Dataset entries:
——
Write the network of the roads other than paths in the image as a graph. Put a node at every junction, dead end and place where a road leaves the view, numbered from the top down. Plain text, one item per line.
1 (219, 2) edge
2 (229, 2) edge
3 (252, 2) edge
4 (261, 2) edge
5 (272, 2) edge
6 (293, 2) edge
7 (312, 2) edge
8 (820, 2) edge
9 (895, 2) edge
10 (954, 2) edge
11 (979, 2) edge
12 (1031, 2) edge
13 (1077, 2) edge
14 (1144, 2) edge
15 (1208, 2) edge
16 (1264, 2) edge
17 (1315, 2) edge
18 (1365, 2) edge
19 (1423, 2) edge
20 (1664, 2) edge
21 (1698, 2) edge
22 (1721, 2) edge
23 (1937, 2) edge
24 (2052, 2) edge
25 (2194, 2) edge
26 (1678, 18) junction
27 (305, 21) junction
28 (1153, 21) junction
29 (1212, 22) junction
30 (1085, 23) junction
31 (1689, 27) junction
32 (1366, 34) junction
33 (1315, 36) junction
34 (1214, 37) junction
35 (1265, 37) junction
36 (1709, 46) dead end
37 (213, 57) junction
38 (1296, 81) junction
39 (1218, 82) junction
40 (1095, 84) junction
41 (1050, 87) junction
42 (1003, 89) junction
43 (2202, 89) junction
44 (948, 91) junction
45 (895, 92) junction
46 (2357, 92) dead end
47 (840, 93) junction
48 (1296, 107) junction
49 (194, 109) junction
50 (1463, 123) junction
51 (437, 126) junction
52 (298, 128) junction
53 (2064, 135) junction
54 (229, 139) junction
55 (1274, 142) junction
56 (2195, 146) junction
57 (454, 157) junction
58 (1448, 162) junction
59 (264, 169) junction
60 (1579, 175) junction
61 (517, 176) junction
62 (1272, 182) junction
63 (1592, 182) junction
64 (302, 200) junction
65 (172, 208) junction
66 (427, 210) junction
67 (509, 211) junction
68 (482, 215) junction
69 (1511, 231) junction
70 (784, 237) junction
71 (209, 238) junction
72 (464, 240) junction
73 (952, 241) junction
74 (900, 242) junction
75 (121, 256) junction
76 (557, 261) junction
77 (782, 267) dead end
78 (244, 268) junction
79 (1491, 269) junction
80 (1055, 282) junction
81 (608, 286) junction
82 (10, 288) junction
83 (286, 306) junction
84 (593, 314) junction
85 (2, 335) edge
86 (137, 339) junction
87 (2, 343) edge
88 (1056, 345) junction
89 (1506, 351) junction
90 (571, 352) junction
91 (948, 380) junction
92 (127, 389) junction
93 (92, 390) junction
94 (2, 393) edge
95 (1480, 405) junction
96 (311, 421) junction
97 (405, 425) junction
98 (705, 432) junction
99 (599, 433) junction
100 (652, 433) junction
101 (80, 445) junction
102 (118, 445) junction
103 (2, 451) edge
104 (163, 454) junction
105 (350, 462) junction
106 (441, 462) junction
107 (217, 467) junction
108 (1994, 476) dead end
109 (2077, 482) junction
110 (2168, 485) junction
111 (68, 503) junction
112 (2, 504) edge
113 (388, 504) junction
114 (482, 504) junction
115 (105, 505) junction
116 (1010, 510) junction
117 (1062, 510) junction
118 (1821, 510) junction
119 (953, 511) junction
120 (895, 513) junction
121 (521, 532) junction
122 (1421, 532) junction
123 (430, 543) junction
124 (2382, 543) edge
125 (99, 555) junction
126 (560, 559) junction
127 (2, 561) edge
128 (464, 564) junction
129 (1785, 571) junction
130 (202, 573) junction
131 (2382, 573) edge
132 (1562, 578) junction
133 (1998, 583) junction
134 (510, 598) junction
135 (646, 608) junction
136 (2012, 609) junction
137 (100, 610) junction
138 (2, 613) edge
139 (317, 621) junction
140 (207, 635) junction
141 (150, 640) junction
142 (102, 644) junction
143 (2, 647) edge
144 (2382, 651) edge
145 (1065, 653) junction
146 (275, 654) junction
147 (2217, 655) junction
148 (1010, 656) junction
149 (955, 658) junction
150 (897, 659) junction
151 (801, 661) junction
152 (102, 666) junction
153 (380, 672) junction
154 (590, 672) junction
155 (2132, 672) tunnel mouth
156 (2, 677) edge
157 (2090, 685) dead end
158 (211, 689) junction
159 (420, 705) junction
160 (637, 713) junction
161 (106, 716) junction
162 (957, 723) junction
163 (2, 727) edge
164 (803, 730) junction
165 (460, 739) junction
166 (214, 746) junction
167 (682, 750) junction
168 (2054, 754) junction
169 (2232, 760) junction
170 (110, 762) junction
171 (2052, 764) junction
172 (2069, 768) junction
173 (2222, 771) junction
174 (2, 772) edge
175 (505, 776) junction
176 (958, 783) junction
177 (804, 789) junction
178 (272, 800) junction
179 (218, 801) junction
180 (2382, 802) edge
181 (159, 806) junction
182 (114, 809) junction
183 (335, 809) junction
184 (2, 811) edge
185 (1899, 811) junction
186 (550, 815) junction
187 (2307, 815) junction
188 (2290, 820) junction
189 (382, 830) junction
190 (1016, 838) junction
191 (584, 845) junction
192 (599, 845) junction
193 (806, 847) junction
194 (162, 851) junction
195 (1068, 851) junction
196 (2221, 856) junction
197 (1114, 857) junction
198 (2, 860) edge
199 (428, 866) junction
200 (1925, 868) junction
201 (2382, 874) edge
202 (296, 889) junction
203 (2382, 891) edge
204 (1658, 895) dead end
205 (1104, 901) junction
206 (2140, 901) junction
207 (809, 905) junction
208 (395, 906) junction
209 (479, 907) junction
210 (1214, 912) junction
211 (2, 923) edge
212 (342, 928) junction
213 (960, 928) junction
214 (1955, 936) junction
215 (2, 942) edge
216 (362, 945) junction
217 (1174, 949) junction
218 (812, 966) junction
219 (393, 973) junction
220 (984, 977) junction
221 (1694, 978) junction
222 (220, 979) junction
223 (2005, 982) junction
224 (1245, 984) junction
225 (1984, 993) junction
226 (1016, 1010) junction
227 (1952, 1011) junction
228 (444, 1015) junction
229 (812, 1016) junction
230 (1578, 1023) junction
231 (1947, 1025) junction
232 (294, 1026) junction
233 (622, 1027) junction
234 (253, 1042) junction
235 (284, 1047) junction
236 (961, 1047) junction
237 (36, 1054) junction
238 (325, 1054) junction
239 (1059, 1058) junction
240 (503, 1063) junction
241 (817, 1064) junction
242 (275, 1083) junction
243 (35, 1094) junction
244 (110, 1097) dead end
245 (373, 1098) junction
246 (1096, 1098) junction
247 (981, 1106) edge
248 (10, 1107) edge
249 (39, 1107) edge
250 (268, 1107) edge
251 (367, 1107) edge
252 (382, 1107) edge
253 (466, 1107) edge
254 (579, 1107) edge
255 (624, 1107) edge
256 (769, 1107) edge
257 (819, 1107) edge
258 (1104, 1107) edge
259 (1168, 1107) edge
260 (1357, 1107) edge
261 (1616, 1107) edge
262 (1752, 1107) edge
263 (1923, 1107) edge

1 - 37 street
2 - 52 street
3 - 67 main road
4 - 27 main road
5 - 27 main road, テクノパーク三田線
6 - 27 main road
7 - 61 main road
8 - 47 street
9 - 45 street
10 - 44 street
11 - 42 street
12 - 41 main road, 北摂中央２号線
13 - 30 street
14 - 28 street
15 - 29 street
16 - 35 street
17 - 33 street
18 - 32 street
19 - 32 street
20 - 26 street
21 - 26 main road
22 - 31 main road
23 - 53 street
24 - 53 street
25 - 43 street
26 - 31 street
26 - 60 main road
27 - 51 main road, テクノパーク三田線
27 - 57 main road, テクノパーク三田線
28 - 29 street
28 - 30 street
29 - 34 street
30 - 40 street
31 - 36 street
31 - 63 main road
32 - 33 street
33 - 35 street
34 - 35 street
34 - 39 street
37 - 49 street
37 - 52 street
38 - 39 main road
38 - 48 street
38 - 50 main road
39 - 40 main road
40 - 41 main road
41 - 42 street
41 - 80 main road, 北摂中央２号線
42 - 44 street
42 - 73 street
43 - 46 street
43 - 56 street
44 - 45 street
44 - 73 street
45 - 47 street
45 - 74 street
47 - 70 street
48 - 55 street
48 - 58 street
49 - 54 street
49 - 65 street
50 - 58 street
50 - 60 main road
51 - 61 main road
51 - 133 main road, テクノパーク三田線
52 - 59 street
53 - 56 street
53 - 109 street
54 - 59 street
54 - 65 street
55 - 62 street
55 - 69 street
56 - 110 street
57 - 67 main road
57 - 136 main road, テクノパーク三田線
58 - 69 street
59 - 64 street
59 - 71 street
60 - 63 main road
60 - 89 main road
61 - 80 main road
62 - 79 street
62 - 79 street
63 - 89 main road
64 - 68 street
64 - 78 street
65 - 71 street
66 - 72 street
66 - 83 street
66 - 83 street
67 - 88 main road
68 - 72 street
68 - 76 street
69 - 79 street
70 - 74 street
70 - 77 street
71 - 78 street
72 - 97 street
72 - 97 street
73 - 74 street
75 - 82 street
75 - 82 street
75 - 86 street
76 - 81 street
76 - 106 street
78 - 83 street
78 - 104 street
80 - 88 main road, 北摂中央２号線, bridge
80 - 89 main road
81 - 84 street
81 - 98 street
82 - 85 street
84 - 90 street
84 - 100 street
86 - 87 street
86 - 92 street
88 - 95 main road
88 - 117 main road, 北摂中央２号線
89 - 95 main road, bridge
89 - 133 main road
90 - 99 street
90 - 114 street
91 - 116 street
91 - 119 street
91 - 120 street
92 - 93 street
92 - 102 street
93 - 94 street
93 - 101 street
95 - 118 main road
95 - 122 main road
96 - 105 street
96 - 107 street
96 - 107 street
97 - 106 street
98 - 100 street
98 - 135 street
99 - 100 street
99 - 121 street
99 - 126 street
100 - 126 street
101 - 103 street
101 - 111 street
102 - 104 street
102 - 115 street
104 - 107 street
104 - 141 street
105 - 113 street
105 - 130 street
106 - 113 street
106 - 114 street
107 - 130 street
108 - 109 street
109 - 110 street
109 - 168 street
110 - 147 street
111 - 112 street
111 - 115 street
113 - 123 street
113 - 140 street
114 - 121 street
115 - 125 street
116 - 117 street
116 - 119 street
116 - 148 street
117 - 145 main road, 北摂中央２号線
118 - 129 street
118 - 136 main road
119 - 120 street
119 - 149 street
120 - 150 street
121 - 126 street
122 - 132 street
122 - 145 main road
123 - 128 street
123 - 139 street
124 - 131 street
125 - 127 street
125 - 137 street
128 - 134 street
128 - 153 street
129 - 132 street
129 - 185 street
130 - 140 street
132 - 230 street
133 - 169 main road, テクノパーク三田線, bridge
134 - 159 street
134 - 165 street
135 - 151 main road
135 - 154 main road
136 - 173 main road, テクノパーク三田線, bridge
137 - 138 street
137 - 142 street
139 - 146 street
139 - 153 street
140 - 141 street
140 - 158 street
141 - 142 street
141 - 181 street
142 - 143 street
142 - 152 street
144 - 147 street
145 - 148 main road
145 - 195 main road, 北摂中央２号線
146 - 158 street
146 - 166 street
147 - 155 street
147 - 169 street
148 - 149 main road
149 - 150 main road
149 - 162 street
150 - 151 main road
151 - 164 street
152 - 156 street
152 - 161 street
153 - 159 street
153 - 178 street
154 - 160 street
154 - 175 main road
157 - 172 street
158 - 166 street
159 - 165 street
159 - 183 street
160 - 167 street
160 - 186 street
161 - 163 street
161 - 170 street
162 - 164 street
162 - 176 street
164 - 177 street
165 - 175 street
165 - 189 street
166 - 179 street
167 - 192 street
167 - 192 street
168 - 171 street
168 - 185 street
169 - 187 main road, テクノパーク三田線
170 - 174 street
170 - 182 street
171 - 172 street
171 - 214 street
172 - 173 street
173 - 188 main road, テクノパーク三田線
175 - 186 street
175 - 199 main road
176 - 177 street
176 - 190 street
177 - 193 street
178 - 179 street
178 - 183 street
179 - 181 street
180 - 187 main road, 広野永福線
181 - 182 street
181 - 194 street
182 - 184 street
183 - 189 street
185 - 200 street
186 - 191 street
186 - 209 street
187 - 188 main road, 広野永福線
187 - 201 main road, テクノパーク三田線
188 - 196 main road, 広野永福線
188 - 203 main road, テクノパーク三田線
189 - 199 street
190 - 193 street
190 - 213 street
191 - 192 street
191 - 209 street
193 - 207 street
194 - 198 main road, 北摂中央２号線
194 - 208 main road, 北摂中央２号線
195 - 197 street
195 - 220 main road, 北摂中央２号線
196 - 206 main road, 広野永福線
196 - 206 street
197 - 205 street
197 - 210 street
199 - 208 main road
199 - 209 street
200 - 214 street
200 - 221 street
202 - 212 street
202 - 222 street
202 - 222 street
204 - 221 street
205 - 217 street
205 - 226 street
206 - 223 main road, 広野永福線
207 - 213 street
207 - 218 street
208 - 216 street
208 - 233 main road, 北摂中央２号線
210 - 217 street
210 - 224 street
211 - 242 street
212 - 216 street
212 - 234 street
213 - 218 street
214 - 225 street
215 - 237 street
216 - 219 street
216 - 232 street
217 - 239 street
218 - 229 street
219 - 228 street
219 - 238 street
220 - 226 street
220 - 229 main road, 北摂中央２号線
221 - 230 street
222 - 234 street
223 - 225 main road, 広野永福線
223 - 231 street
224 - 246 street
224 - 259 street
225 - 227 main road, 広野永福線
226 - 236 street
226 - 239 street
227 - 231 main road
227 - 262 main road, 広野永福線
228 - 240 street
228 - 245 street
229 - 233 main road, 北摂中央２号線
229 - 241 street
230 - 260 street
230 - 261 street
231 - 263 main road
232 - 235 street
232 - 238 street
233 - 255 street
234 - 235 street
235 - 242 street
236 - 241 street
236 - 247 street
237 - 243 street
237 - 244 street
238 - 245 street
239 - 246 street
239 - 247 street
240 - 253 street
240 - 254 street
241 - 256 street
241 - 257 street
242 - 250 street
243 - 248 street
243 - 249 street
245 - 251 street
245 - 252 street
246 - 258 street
——
ASSIGNMENT: Select all lines with the word "広野永福線" from the entries above.

WRITTEN RESPONSE:
180 - 187 main road, 広野永福線
187 - 188 main road, 広野永福線
188 - 196 main road, 広野永福線
196 - 206 main road, 広野永福線
206 - 223 main road, 広野永福線
223 - 225 main road, 広野永福線
225 - 227 main road, 広野永福線
227 - 262 main road, 広野永福線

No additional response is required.